Nigeria and Cameroon may have their differences, but they share a passion for Guinness Stout. Guinness ships out unfermented wort extract from Dublin, but the beverage sold in Africa is brewed on the continent, and has been for decades. While Guinness sells strongly throughout West Africa, it is wildly popular in Nigeria and Cameroon.

Nigeria consumes more Guinness than any country other than the United Kingdom, surpassing even Ireland. Nigerian Guinness is tailored to the local market. It is made from sorghum and corn (maize) rather than barley, and is bitterer, with a higher alcohol content, than the original product. Winning advertising campaigns have linked the dark brew to sexual potency. “I like Guinness,” a Nigerian man recently reported, “because it is bitter, it is good for you … and it gives you power, especially for sexual intercourse.”

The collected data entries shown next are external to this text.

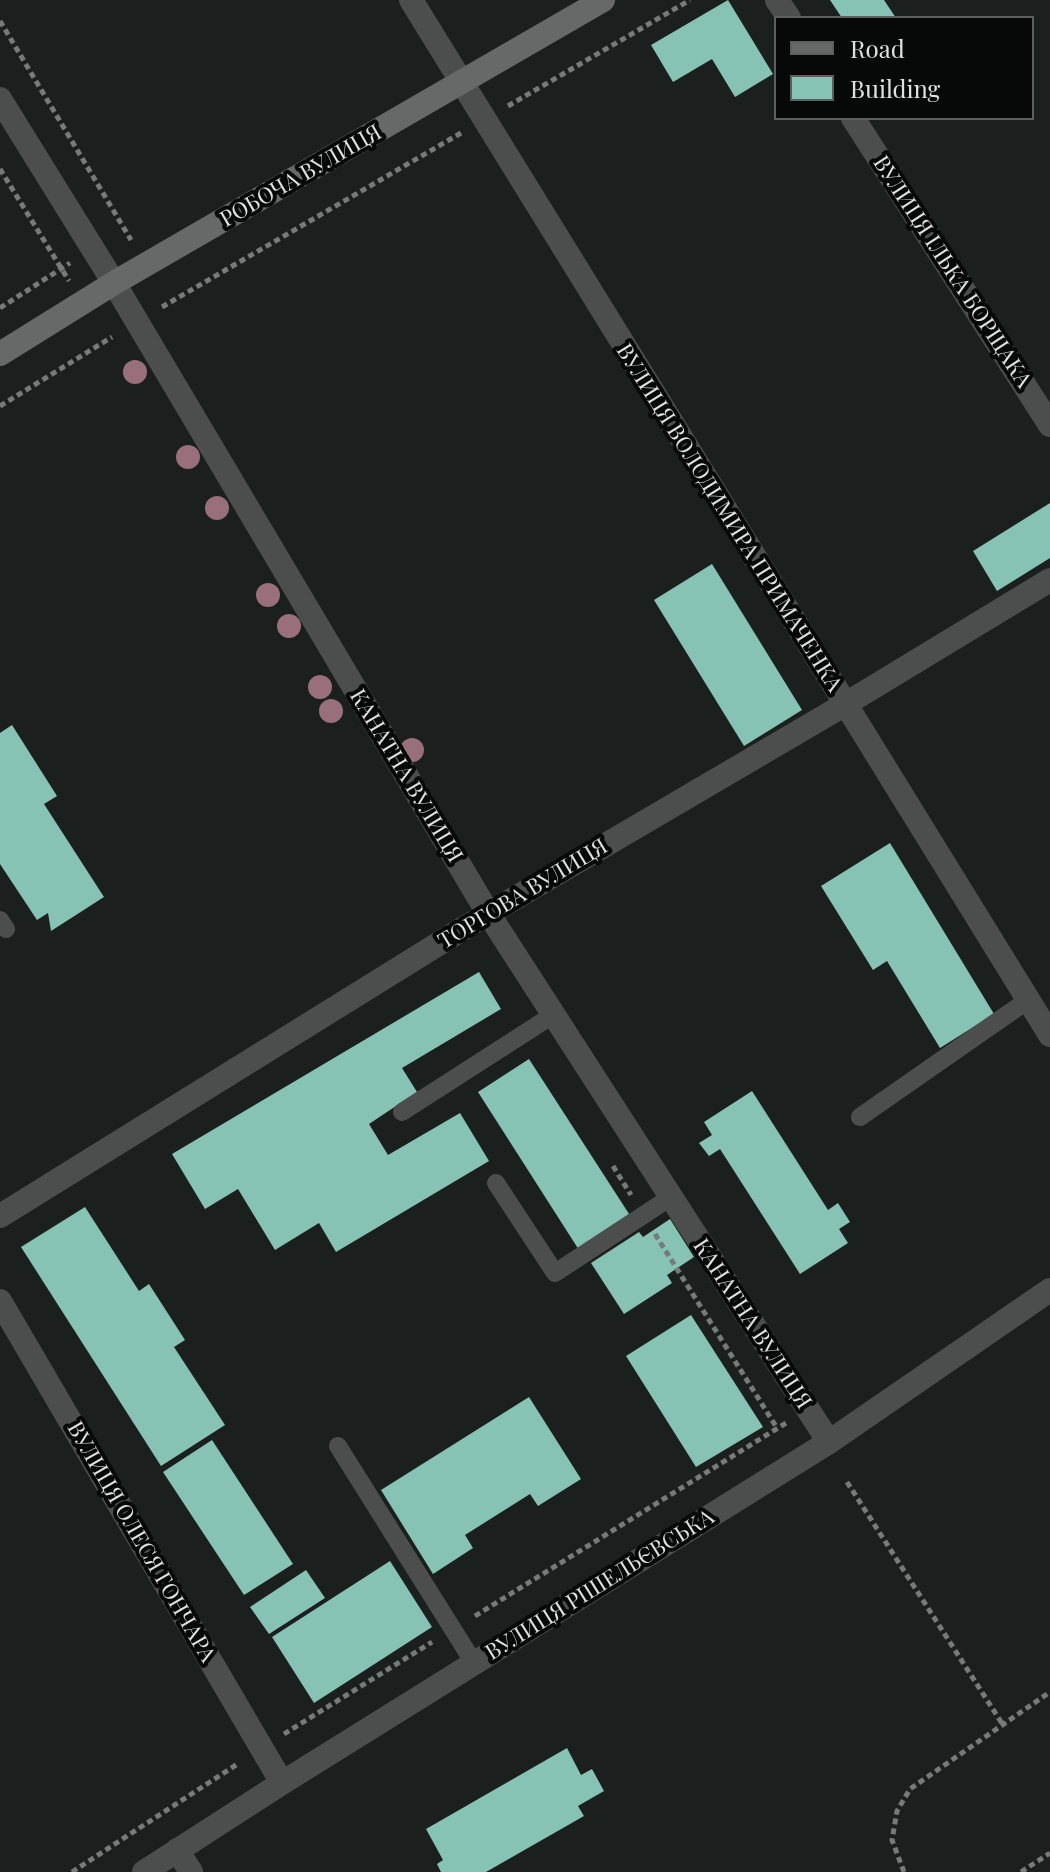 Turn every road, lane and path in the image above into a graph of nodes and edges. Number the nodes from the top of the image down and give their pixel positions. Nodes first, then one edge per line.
1 (411, 0) edge
2 (603, 0) edge
3 (690, 0) edge
4 (0, 21) edge
5 (461, 84) junction
6 (0, 99) edge
7 (483, 120) junction
8 (854, 120) edge
9 (0, 169) edge
10 (133, 244) dead end
11 (92, 249) junction
12 (61, 269) junction
13 (114, 283) junction
14 (82, 303) junction
15 (0, 308) edge
16 (137, 322) junction
17 (0, 354) edge
18 (0, 406) edge
19 (1050, 425) edge
20 (1050, 580) edge
21 (844, 705) junction
22 (488, 913) junction
23 (1028, 1000) junction
24 (553, 1015) junction
25 (1050, 1035) edge
26 (402, 1112) dead end
27 (860, 1117) dead end
28 (611, 1162) dead end
29 (496, 1183) dead end
30 (671, 1197) junction
31 (644, 1215) junction
32 (0, 1216) edge
33 (1050, 1290) edge
34 (0, 1301) edge
35 (807, 1410) junction
36 (777, 1428) junction
37 (829, 1442) junction
38 (338, 1446) dead end
39 (847, 1482) dead end
40 (453, 1630) junction
41 (474, 1663) junction
42 (1050, 1692) edge
43 (1003, 1725) junction
44 (262, 1748) junction
45 (282, 1783) junction
46 (177, 1850) junction
47 (1050, 1853) edge
48 (72, 1872) edge
49 (144, 1872) edge
50 (191, 1872) edge
51 (904, 1872) edge
52 (1021, 1872) edge

1 - 5 street, ВУЛИЦЯ ВОЛОДИМИРА ПРИМАЧЕНКА
2 - 5 street, РОБОЧА ВУЛИЦЯ
3 - 7 path
4 - 10 path
5 - 7 street, ВУЛИЦЯ ВОЛОДИМИРА ПРИМАЧЕНКА
5 - 13 street, РОБОЧА ВУЛИЦЯ
6 - 11 street, КАНАТНА ВУЛИЦЯ
7 - 16 path
7 - 21 street, ВУЛИЦЯ ВОЛОДИМИРА ПРИМАЧЕНКА
8 - 19 street, ВУЛИЦЯ ІЛЬКА БОРЩАКА
9 - 12 path
11 - 12 path
11 - 13 street, КАНАТНА ВУЛИЦЯ
12 - 14 path
12 - 15 path
13 - 14 street, РОБОЧА ВУЛИЦЯ
13 - 16 street, КАНАТНА ВУЛИЦЯ
14 - 17 street, РОБОЧА ВУЛИЦЯ
16 - 18 path
16 - 22 street, КАНАТНА ВУЛИЦЯ
20 - 21 street, ТОРГОВА ВУЛИЦЯ
21 - 22 street, ТОРГОВА ВУЛИЦЯ
21 - 23 street, ВУЛИЦЯ ВОЛОДИМИРА ПРИМАЧЕНКА
22 - 24 street, КАНАТНА ВУЛИЦЯ
22 - 32 street, ТОРГОВА ВУЛИЦЯ
23 - 25 street, ВУЛИЦЯ ВОЛОДИМИРА ПРИМАЧЕНКА
23 - 27 lane
24 - 26 lane
24 - 30 street, КАНАТНА ВУЛИЦЯ
28 - 31 path
29 - 31 lane
30 - 31 lane
30 - 35 street, КАНАТНА ВУЛИЦЯ
31 - 36 path
33 - 37 street, ВУЛИЦЯ РІШЕЛЬЄВСЬКА
34 - 44 street, ВУЛИЦЯ ОЛЕСЯ ГОНЧАРА
35 - 36 path
35 - 37 street, КАНАТНА ВУЛИЦЯ
36 - 40 path
37 - 41 street, ВУЛИЦЯ РІШЕЛЬЄВСЬКА
38 - 40 lane
39 - 43 path
40 - 41 lane
40 - 44 path
41 - 45 street, ВУЛИЦЯ РІШЕЛЬЄВСЬКА
42 - 43 path
43 - 51 path
44 - 45 street, ВУЛИЦЯ ОЛЕСЯ ГОНЧАРА
44 - 48 path
45 - 46 street, ВУЛИЦЯ РІШЕЛЬЄВСЬКА
46 - 49 street, ВУЛИЦЯ РІШЕЛЬЄВСЬКА
46 - 50 street
47 - 52 path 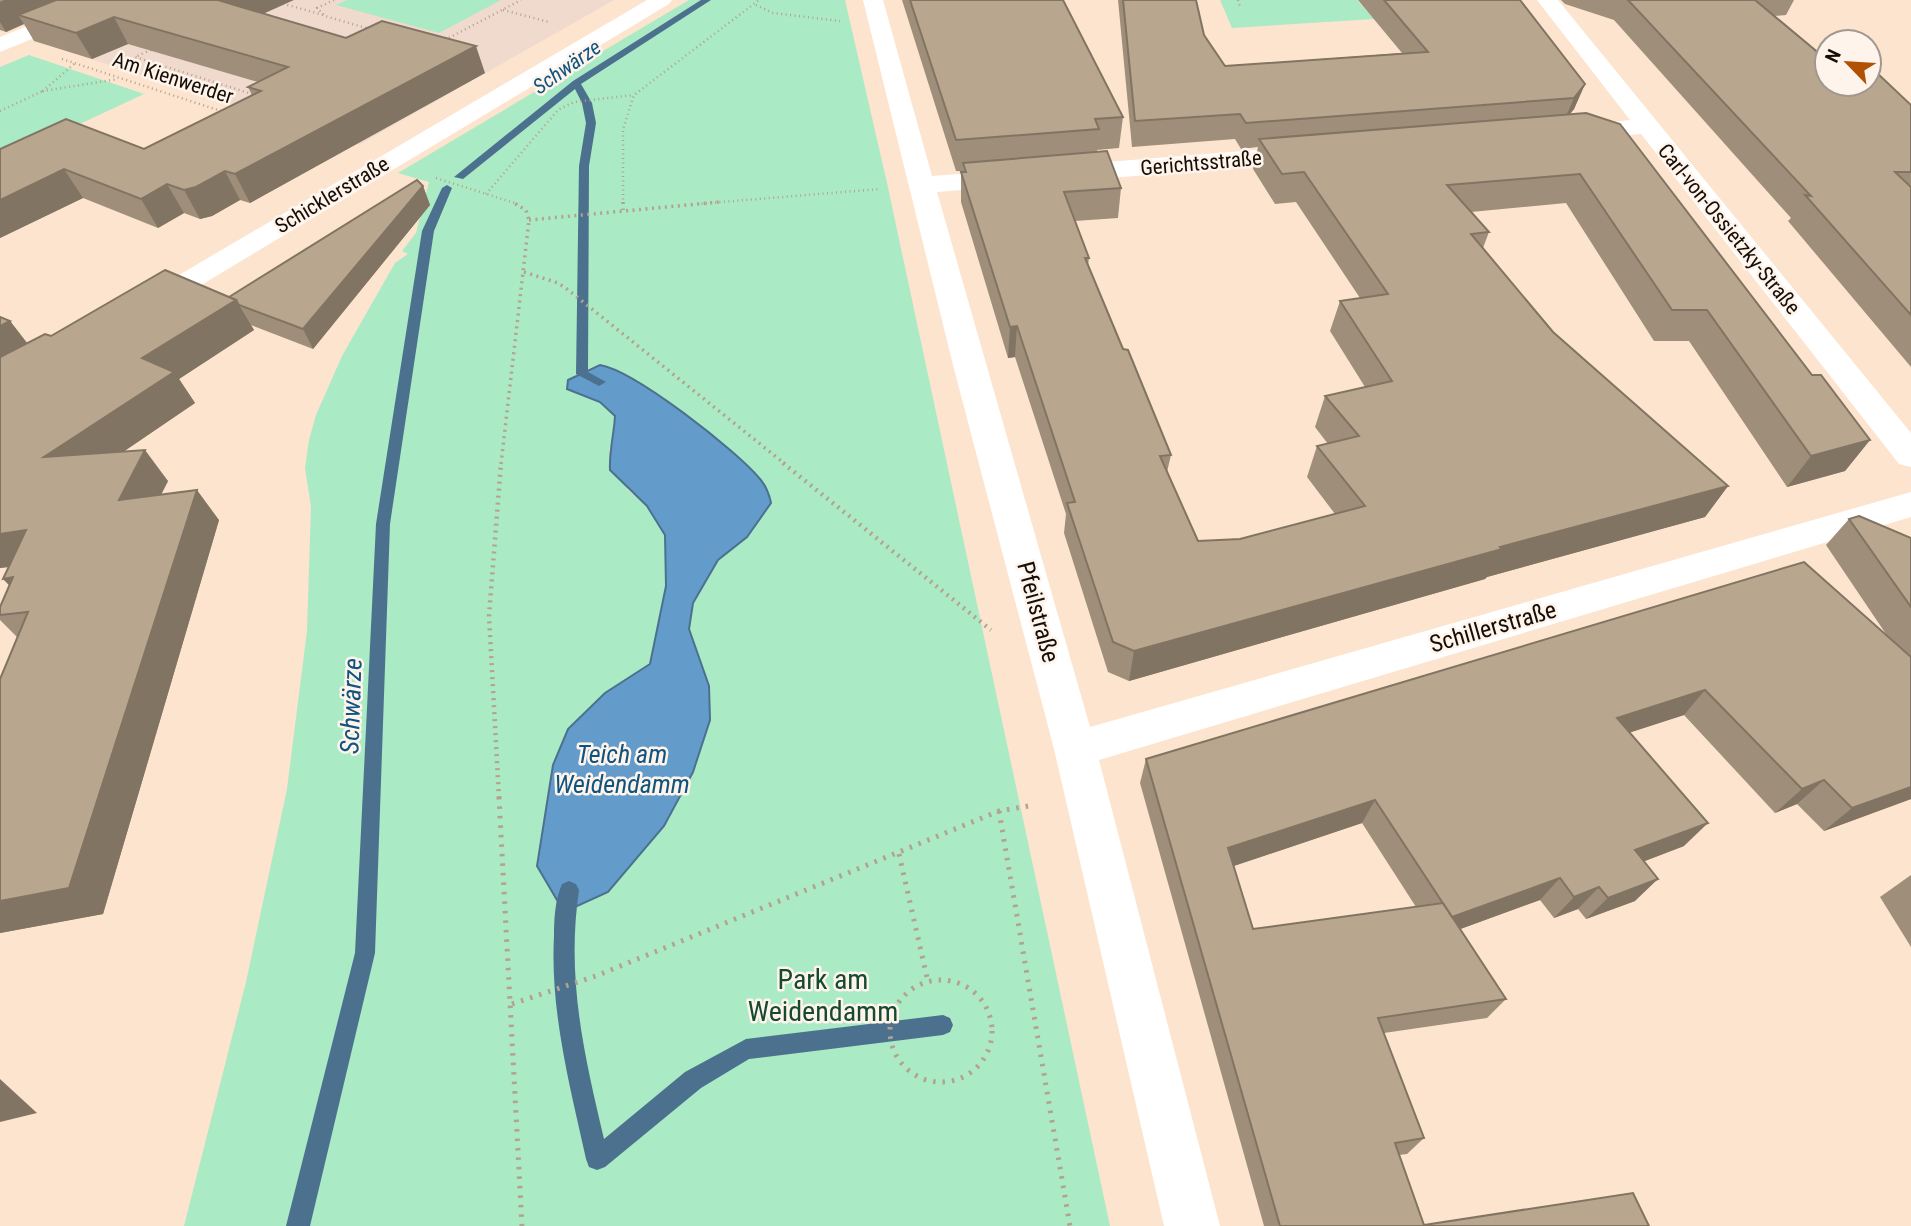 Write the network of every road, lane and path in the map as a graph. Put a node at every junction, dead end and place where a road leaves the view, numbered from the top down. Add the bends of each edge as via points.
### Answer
1 (111, 0) edge
2 (270, 0) edge
3 (334, 0) edge
4 (521, 0) edge
5 (662, 0) edge
6 (759, 0) edge
7 (873, 0) edge
8 (1238, 0) edge
9 (1547, 0) edge
10 (756, 5) junction
11 (1240, 6) dead end
12 (502, 10) junction
13 (325, 16) junction
14 (842, 21) dead end
15 (555, 23) dead end
16 (382, 32) edge
17 (440, 43) edge
18 (0, 45) edge
19 (158, 47) edge
20 (52, 56) edge
21 (74, 63) junction
22 (121, 78) junction
23 (43, 91) junction
24 (254, 95) edge
25 (634, 95) junction
26 (0, 111) edge
27 (236, 116) edge
28 (1646, 126) junction
29 (1541, 135) edge
30 (1336, 152) edge
31 (434, 177) dead end
32 (923, 186) junction
33 (891, 188) dead end
34 (486, 194) junction
35 (622, 210) junction
36 (529, 220) junction
37 (524, 272) junction
38 (117, 323) edge
39 (1911, 456) edge
40 (1911, 504) edge
41 (996, 634) dead end
42 (1075, 749) junction
43 (1034, 805) dead end
44 (999, 811) junction
45 (900, 854) junction
46 (928, 982) junction
47 (512, 1004) junction
48 (522, 1226) edge
49 (1070, 1226) edge
50 (1192, 1226) edge

1 - 18 street
2 - 13 path
3 - 13 path via 317,8
4 - 12 path
5 - 38 street, Schicklerstraße
6 - 10 path
7 - 32 street, Pfeilstraße
8 - 11 path
9 - 28 street, Carl-von-Ossietzky-Straße
10 - 14 path via 773,13
10 - 25 path
12 - 15 path
12 - 17 path
13 - 16 path
19 - 24 path via 135,57
20 - 21 path, Am Kienwerder
21 - 22 path, Am Kienwerder
21 - 23 path
22 - 23 path
22 - 27 path, Am Kienwerder
23 - 26 path
25 - 34 path via 574,102 558,110
25 - 35 path via 624,129
28 - 29 street
28 - 39 street, Carl-von-Ossietzky-Straße
30 - 32 street, Gerichtsstraße
31 - 34 path
32 - 42 street, Pfeilstraße
33 - 35 path
34 - 36 path via 518,204
35 - 36 path
36 - 37 path
37 - 41 path via 558,283 608,321
37 - 47 path via 498,486 489,616
40 - 42 street, Schillerstraße
42 - 50 street, Pfeilstraße
43 - 44 path
44 - 45 path
44 - 49 path
45 - 46 path
45 - 47 path via 596,976
46 - 46 path via 901,1001 890,1033 902,1065 932,1082 950,1082 979,1066 988,1051 991,1018 967,987 944,979
47 - 48 path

Nigerian Guinness has been much criticized for the sexual innuendo of its ad campaigns. It is also attacked for its expense; many men exhaust their earnings on the two-dollar bottles. But Guinness Nigeria, a largely autonomous subsidiary of the global beverage giant Diageo, has plenty of defenders. They laud it for its corporate social responsibility, noting that it finances potable water projects and supports African athletics and cultural programs. They also note that Guinness Nigeria is currently expanding, unlike most local subsidiaries of foreign multinationals. As one article put it, “A success story like Guinness in Nigeria highlights the potential for trade and foreign investment in Africa that U.S. Secretary of State Hillary Clinton spoke about … when she addressed an African trade convention in Kenya.”

In Cameroon, as in Nigeria, the bitter beer is beloved. Stories of Guinness trucks venturing into Cameroonian outback over some of the world’s worst roads have an epic quality. Guinness Cameroon, a separate subsidiary, currently imports all of its grain, due to the “underdeveloped nature of Cameroonian agriculture.” The company is planning, however, to promote “smallholder farmer production of sorghum” to procure local supplies. If successful, the project will “provide support to approximately 4,000 North Cameroonian farming families, an estimated 24,000 persons.”

Northern Cameroon, like northern Nigeria, is a predominantly Muslim area, which is potentially problematic for any beer-related venture. Most of northern Nigeria is currently under Sharia (Islamic) law, forbidding the sale of alcoholic beverages to Muslim residents. Non-Muslims are supposedly exempt, but Islamic stalwarts seek complete prohibition. In early August 2010, tensions in the northern city of Kano came to a head when “over a dozen veiled female sharia police, called Hisbah, destroyed the beer bottles with sticks amid shouts of ‘Allahu Akbar’ (God is Great) on the outskirts of the northern city in a ceremony. The ceremony was attended by government officials as part of ‘efforts to rid the state of immorality.’” An estimate 80,000 bottles of beer were smashed.

The Wikipedia’s map of global per capita beer consumption, which notably highlights the Republic of Ireland and the Czech Republic, unfortunately leaves most of Africa blank. Rabobank’s more comprehensive map, reproduced above, does show relatively high levels of consumption in Cameroon as well as in southern Africa. All such global maps of beer consumption, however, underestimate Africa’s share, as a great deal of African beer is brewed at home or in tiny local breweries, escaping official notice.